==== Information shown

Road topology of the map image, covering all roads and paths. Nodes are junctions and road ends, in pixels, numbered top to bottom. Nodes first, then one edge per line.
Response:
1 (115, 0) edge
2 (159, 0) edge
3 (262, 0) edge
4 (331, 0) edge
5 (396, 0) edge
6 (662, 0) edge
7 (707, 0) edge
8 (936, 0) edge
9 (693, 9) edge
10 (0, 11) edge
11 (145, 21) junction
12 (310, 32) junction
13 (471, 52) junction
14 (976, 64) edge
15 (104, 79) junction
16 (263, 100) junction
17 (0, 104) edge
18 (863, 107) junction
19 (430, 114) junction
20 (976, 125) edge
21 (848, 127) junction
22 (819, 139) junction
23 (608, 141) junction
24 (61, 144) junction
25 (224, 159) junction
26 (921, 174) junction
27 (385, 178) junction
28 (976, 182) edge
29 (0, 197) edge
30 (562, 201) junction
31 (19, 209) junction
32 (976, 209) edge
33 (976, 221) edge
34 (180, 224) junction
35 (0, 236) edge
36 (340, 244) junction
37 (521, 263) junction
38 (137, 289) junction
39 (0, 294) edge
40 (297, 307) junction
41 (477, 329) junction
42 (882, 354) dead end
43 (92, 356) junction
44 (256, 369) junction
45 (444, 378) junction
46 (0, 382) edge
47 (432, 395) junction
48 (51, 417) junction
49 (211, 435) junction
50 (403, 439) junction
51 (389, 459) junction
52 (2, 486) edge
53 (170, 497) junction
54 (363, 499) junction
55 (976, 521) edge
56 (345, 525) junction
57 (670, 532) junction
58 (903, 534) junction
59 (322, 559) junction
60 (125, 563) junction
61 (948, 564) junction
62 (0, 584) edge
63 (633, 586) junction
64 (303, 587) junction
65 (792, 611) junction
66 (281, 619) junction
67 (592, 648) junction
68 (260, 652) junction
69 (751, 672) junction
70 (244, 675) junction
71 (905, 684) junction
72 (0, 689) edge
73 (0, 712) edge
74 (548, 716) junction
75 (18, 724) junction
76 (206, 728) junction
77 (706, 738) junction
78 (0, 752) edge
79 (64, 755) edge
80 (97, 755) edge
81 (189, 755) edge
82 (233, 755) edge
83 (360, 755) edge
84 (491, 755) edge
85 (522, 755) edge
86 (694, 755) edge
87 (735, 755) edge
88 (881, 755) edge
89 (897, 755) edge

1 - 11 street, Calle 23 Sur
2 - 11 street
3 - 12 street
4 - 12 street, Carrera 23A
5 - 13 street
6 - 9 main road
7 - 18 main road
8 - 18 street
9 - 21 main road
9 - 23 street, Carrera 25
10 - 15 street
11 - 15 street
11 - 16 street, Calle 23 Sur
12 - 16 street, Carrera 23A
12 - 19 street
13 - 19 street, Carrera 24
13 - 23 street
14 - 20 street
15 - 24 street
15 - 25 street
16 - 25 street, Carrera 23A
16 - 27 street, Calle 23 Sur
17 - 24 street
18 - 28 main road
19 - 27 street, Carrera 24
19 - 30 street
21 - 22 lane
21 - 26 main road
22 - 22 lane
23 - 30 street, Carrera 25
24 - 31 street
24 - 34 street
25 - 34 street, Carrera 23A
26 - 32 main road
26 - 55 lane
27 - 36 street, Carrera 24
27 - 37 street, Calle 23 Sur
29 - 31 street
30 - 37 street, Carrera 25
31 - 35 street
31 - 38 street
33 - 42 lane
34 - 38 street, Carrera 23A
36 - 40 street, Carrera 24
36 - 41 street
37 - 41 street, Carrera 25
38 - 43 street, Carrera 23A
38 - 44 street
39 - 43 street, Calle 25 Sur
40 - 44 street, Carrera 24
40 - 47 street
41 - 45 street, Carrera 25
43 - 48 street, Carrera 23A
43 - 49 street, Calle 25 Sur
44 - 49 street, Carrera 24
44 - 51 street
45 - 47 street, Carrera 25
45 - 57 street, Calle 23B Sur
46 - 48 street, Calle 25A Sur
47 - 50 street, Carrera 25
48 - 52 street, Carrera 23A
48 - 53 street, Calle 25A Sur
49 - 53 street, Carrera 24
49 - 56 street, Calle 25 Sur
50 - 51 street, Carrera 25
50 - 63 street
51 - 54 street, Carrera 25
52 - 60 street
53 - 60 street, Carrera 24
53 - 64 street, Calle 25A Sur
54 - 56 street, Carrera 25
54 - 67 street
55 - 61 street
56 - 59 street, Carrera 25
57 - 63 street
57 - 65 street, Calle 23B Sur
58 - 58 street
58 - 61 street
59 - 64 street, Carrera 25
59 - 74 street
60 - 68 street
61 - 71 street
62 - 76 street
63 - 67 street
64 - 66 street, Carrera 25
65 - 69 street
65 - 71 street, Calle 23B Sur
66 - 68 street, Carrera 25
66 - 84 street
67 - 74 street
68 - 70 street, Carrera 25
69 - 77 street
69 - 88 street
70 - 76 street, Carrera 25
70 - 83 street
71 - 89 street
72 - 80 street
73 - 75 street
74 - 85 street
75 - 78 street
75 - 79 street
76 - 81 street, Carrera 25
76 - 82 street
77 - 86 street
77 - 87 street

========

● Instructions to follow
Count the lines holding the word "lane" in this material. Reply with the number and nothing else.

● Response area
4